The goals would be to better than halve these times, so we expect 'att' to be better than 3.7ms, 'emt' to be better than 5.2ms, and char to be better than 14ms.
The first phase of the process was to convert the seive-based is* methods with a bitmask-based version. A number of different bitmask strategies were tried, but the 'byte-per-char' system was found to have excellent performance characteristics, and the smallest impact on memory. The byte-per-char system pre-calculates the 'roles' of each character, and stores the roles as a bitmask in a single byte value. There are 7 'roles' calculated for each char, and thus there are 7 bits used on each byte. Since there are 65K characters, the memory impact of the lookup byte-array is 64KB.
A new class was created in the contrib area: VerfierBuilder.
This class uses the 'old' mechanisms from Verifier to calculate the roles for every character, and it builds a dataset used to create the lookup table in the new Verifier.
The first completed version of this byte-per-char system is has the following performance metrics (with the baseline above it):
Validating took: att=7.492ms emt=10.447ms char=27.966ms mem=82.367KB Validating took: att=2.684ms emt=3.329ms char=18.648ms mem=149.297KB
The Verifier was further tweakedwith a number of optimizations to reduce the execution time (and memory footprint) some more, and finally the checkCharacterData() method was re-structured to reduce the number of variables in it, which in turn allows it to run faster (again, with baseline above it):
Validating took: att=7.492ms emt=10.447ms char=27.966ms mem=82.367KB Validating took: att=2.621ms emt=3.139ms char=11.470ms mem=148.773KB
As you can see, the verifier is now running in about a third of the time it used to for all the critical methods, but at the cost of about 64KB of memory.

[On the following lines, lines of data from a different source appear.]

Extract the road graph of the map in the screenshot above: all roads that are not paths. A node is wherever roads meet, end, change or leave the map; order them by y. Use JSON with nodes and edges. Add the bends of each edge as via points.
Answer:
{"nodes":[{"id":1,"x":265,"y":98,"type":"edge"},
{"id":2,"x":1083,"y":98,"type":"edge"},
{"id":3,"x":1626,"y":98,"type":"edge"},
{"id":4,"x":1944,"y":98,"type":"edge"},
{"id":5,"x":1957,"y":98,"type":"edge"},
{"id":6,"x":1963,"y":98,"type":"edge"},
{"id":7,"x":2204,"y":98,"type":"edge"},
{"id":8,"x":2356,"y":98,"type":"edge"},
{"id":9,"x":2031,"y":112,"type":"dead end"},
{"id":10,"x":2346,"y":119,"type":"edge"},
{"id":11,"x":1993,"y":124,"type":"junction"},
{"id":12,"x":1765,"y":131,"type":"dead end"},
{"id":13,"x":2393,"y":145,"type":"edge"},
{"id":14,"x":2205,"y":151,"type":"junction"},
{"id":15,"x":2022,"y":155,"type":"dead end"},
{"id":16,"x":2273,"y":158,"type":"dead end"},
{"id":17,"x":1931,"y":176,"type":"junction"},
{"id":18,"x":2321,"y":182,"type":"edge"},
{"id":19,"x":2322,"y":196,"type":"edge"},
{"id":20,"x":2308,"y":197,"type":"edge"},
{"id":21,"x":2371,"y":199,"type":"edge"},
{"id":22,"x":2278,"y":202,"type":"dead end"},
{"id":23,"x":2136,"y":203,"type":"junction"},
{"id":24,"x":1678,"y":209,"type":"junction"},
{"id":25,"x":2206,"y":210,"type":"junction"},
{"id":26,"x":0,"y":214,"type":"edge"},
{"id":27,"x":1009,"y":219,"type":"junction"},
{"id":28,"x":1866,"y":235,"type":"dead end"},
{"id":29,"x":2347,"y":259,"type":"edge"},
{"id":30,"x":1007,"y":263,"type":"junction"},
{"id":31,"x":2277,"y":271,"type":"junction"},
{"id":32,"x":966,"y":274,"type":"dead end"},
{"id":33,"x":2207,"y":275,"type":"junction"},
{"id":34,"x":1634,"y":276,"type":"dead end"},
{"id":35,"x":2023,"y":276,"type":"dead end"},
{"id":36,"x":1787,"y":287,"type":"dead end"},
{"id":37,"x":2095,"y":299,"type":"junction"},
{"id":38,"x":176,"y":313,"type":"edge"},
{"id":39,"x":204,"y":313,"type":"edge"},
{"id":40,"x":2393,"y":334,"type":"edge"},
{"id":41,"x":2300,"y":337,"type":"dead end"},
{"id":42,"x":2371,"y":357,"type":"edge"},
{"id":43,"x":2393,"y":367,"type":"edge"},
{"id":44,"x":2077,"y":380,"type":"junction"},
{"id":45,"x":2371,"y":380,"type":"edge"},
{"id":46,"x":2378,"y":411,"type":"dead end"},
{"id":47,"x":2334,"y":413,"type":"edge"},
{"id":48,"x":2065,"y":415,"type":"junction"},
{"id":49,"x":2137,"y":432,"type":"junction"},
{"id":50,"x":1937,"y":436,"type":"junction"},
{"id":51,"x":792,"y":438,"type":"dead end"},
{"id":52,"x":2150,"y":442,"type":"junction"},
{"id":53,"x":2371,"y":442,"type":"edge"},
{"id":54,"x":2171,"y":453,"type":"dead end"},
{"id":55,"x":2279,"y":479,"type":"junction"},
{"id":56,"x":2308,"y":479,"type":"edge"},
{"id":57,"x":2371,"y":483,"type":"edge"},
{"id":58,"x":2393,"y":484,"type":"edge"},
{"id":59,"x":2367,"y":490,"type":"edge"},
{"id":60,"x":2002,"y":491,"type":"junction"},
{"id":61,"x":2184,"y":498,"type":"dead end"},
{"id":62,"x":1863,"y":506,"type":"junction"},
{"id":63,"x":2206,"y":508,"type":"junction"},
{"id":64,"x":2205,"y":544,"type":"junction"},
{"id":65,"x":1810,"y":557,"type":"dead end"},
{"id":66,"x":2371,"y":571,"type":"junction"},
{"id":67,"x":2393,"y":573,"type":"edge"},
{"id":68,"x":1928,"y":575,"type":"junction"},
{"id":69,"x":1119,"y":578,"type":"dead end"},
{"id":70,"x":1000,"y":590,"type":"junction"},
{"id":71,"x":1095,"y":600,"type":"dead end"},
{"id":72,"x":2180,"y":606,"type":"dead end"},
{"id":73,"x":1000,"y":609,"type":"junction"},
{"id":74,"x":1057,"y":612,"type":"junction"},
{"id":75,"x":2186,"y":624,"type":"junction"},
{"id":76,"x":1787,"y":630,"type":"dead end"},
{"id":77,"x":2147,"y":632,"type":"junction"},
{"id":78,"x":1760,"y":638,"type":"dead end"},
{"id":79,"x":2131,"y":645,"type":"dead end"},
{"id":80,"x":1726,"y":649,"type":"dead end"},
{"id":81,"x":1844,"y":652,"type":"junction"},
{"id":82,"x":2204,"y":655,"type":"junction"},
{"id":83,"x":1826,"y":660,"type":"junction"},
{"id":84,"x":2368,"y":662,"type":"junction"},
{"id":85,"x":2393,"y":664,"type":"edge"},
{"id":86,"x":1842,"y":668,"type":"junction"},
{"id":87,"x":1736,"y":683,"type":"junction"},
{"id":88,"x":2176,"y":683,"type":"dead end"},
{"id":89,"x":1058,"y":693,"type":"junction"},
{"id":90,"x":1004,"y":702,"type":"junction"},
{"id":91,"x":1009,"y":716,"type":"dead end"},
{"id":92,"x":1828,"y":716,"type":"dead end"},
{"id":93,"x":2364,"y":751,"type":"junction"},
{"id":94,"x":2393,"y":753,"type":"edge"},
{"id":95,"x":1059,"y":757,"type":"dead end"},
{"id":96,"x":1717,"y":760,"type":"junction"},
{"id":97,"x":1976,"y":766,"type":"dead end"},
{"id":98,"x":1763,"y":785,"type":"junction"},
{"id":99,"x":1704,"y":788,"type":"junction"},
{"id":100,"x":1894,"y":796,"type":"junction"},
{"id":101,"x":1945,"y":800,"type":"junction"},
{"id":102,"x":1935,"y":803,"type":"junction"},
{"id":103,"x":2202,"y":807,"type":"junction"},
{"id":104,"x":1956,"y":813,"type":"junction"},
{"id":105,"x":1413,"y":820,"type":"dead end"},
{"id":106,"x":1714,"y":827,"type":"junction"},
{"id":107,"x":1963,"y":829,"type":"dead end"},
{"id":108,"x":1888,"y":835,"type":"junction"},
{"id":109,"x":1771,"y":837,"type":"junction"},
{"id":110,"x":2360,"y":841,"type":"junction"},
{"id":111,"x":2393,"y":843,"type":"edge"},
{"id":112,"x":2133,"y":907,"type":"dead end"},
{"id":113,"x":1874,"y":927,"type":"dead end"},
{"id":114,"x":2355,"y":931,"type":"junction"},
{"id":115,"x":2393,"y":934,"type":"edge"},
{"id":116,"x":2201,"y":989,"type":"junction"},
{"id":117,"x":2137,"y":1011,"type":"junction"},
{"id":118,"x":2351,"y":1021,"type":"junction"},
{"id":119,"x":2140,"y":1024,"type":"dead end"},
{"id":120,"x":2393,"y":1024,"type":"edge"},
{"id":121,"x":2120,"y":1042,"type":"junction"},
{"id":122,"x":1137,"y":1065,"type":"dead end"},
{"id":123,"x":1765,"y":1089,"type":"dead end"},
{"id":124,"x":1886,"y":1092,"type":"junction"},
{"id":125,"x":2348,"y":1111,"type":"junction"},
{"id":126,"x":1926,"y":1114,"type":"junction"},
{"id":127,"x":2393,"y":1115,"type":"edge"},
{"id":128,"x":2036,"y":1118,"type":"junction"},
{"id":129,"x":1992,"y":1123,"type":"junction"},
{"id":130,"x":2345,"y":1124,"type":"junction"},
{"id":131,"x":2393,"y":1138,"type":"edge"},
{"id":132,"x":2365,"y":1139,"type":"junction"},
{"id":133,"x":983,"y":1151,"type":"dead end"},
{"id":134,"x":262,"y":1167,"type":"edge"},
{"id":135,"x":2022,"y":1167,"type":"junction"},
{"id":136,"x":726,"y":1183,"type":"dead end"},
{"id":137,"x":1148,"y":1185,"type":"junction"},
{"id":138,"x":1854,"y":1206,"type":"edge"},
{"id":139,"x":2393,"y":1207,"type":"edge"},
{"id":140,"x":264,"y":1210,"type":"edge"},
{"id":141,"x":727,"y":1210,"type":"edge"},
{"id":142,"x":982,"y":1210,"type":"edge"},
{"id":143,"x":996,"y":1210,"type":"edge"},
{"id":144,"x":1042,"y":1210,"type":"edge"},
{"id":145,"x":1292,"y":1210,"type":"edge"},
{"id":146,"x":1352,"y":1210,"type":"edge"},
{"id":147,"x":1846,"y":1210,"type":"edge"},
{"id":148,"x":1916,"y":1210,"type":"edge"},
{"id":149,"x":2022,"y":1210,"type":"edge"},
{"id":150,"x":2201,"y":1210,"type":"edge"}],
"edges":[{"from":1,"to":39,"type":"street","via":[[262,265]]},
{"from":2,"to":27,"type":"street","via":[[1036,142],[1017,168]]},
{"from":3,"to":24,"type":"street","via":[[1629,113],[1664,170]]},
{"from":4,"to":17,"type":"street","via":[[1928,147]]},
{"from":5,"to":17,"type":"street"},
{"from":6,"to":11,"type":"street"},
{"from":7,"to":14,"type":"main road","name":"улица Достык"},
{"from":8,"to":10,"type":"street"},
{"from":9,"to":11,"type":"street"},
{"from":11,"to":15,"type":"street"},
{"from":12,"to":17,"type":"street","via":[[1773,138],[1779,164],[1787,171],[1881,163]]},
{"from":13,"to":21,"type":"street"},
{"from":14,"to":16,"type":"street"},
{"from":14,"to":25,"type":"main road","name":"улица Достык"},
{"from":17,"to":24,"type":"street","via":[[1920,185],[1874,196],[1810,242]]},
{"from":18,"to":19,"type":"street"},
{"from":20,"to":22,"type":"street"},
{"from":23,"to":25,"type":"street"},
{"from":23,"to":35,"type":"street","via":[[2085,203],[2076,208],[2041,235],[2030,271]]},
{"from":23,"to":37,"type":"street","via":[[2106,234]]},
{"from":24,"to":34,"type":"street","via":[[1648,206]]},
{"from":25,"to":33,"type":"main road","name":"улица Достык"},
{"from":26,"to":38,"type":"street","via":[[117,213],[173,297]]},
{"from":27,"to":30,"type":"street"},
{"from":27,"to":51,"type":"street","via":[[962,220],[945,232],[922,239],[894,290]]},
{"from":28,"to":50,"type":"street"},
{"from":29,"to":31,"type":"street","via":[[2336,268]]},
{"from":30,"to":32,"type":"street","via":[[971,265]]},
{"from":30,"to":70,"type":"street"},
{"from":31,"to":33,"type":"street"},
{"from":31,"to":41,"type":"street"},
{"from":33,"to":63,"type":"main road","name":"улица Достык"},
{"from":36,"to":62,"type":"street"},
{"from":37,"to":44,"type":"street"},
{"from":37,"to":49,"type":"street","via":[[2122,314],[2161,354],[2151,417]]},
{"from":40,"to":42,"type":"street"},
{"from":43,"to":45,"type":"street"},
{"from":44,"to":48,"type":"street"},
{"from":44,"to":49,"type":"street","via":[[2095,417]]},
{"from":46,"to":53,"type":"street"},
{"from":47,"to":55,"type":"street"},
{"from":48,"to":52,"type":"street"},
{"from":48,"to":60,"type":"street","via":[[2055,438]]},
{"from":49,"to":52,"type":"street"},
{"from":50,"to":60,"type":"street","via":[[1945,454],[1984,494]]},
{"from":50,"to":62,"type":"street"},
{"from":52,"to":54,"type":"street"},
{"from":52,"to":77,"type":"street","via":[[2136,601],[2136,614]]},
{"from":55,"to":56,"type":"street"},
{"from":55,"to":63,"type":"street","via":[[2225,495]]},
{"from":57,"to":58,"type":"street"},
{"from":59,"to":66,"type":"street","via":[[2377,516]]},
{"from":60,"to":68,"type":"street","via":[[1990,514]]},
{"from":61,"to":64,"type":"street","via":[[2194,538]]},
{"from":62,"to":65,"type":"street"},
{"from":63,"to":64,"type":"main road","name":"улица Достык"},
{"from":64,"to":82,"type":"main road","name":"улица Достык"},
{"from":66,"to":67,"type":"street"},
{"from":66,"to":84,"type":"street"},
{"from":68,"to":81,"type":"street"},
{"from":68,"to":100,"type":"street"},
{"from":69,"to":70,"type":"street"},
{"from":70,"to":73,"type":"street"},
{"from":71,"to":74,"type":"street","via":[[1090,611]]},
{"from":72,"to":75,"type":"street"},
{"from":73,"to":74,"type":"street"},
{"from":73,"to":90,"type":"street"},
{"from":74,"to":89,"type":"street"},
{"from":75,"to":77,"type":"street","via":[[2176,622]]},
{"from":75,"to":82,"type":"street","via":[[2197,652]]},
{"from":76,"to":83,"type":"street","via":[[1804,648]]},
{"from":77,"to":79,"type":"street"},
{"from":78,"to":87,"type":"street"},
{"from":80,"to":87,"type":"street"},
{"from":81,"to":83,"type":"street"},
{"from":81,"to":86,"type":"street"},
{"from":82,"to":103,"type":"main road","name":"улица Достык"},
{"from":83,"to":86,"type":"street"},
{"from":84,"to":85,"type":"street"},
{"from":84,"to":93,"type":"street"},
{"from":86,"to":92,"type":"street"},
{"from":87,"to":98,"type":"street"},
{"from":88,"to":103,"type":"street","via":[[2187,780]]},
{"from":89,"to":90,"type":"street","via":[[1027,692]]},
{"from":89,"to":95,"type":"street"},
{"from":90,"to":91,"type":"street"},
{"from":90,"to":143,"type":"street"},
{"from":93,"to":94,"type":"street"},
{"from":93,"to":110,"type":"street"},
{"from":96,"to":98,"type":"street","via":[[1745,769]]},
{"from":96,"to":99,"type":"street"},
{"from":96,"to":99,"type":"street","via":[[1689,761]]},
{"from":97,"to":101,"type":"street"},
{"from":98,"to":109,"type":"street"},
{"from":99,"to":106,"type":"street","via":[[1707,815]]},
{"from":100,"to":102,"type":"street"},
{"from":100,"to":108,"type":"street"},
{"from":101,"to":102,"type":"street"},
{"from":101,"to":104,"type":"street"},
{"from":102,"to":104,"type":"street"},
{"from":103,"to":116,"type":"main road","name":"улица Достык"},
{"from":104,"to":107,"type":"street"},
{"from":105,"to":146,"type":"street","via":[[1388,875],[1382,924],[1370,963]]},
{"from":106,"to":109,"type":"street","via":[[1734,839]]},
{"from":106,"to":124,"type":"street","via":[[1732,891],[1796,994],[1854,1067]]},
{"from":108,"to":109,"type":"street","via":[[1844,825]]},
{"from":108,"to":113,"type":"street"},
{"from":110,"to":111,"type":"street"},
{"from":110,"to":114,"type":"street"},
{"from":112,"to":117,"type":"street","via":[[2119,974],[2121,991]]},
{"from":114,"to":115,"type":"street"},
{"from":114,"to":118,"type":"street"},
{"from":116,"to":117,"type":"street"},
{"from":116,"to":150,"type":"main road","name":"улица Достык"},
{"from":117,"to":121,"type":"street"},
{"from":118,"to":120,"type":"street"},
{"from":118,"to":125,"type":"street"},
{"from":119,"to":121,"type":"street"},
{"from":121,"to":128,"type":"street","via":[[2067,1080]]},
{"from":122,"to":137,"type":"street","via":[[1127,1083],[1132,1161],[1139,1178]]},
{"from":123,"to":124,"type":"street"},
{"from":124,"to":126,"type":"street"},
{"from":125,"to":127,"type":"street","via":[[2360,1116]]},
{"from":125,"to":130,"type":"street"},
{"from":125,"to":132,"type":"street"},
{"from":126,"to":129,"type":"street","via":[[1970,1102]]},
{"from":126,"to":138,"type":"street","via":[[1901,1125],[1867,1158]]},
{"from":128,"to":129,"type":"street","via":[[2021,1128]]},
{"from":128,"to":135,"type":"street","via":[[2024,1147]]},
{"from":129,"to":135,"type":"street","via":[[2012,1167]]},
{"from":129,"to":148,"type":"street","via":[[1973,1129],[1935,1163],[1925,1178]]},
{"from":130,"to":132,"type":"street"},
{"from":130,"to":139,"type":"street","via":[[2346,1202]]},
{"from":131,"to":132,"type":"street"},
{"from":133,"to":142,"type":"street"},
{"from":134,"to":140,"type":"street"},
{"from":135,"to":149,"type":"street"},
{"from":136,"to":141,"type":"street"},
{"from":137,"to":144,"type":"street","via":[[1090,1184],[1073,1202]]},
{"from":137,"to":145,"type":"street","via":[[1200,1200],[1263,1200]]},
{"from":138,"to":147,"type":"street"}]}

The performance goals have been met, but the code is significantly more complicated. Character usage in the XML spec does not change, so this is not code that will be maintained very much, and it is already a 'black box' of sorts, so changing it from one form of black box to another form is not really an issue. The only problem is that changes to th character classification now requires first editing the VerifierBuilder class, running it, and then pasting the results in to the Verifier class. This is cumbersome, but in theory, should be unnecessary now that it is done once (unless there is a mistake in a character classification, which is highly unlikely....).
The performance gains are worth the maintenance challenges.